Generally speaking preparing for the Winter Holidays can be broken down into two categories.  Presents and Food.   Well, okay, I admit, that may be the Kardashian view but, come on now, you have to agree that Food and Presents do have a prominent place in the celebration.

Ross and I spent what has become our Traditional Thanksgiving Day cooking for the Saturday after Thanksgiving.  Well, that’s because the Saturday after Thanksgiving is when we celebrate our Thanksgiving.  And well, that’s because we are at the stage of our life when the “kids” have to split their time between many families.  Families who don’t live in the same neighborhood anymore like they used to in the “good” ole days.

So anyhow, (that’s how Ross always gets back to the point of a long story and invariably gets sidetracked), so anyhow, on Thursday, November 27, Thanksgiving Day 2014, I was making meatballs and gravy for the traditional “The Saturday after Thanksgiving” (TSAT) lasagna.
It took us all day.  You can’t rush meatballs, gravy and three large pans of lasagna.
At the end of the day I remember feeling tired.

I honestly don’t remember many details of the TSAT day, November 29.  I remember that we tried to be ultra organized. We planned on dinner for 2:00.   I remember that Jen, Derek, Bella, Ryan, Jackson, Anne and Domani were here on time.
Anne had run the Philadelphia marathon six days before.  I remember her kind of limping when she came in.  She told me that she had been to the doctor to have a blister or something taken care of.  I remember thinking she looked tired.

Even after all of the planning, though, the lasagna wasn’t ready on time.

We didn’t all sit down together at the dinner table.  I haven’t been able to figure out how to do that yet. Chaotic is what my impression memory is.  Ross getting the gravy, meatballs, parmesan cheese, and drinks on the table while I stood at the counter dishing out the lasagna, plate by plate. The kids pushing the pasta around on their plates, not really interested.  Bella asking for more meatballs as she tried to scrape as much of the sauce off of the noodles as she possibly could.  Jen and Derek taking turns chasing Jackson so one or the other could sit down and eat.

I recall that Jimmy had to work that day so I knew he and Tara wouldn’t be here until after 3:00.  I remember that we were all probably finished eating by the time they came.  We were perhaps in the middle of getting coffee and desert on the table.  I can picture both of them coming into the dining room, Tara was holding an Edible Arrangement (basket of fruit).  I asked if they were hungry.  They said yes.
I guess I must of jumped up from my seat, and I must have seemed frantic to get them food, because I remember Jimmy telling me to “Take it easy, Mom.”  As I watched Jimmy struggling to finish his lasagna, (I guess he wasn’t that hungry after all), we both had the same thought at the same time. We remembered how Joe loved my lasagna and how he would go back for seconds and sometimes even thirds.  And I remember saying quietly to myself, “Oh, my Joe.”

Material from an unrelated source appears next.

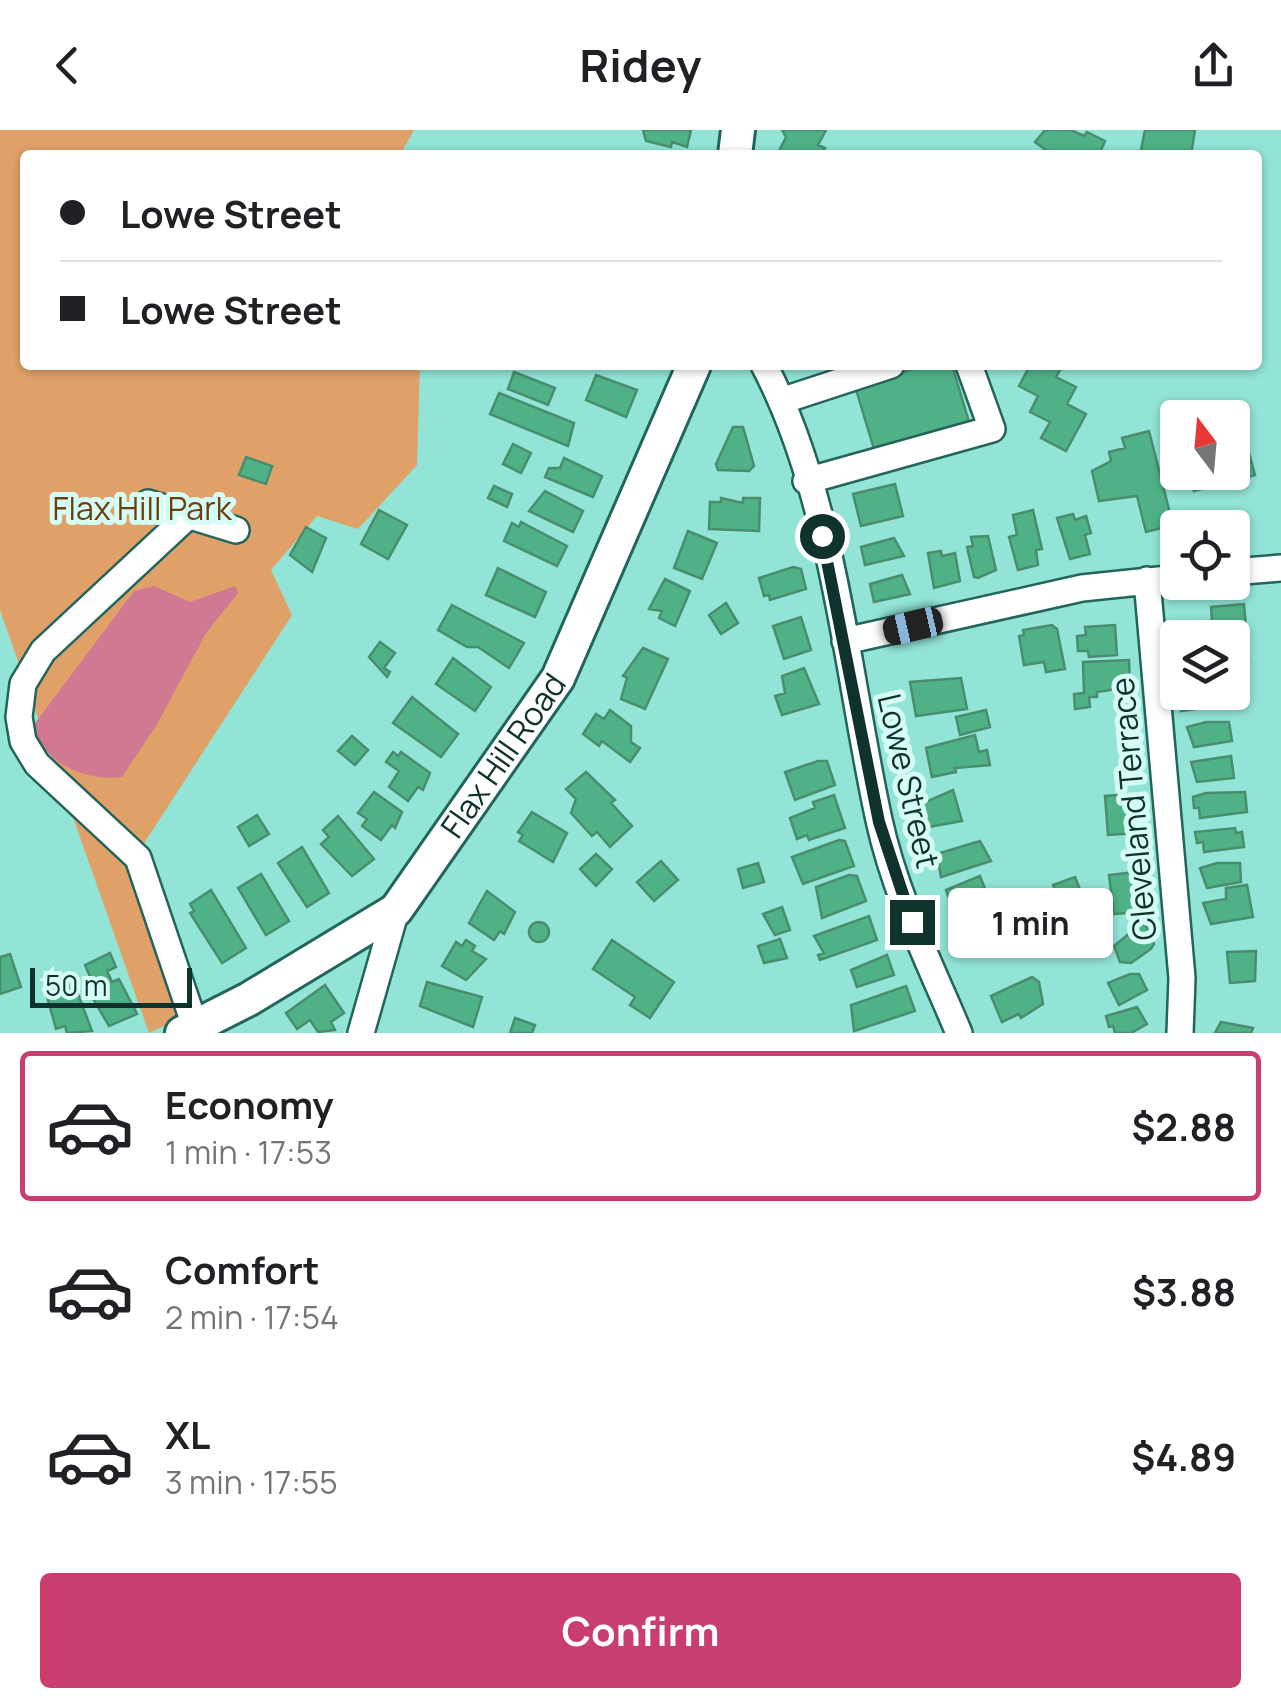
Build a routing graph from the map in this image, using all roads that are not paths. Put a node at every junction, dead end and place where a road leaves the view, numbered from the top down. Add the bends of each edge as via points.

I have noisy after dinner memories of the kids boisterously playing in the spare room, AKA the Toy Room.

And I have a vivid image of 15 month old Jackson toddling round and round, from the kitchen to the living room, down the hallway, back up the hallway, through the living room again and then back into the kitchen.  He was followed closely behind by Jen, his arms outstretched in order to keep his balance while his body, bobbing from side to side, tried to keep up with his quick moving tiny feet.

Today, as I write about that day, and as I reflect upon it, I realize that my grief was softened on that TSAT day by a favorite memory.  That is the image of us all together, peacefully sitting in front of the fire place, with the full enthusiastic sounds of new lives in the back ground, as we made plans for the traditional “Sunday After Christmas” day or SAC celebration.


6 comments:

  1. So, you don't celebrate ON the holiday? I think that's a good plan.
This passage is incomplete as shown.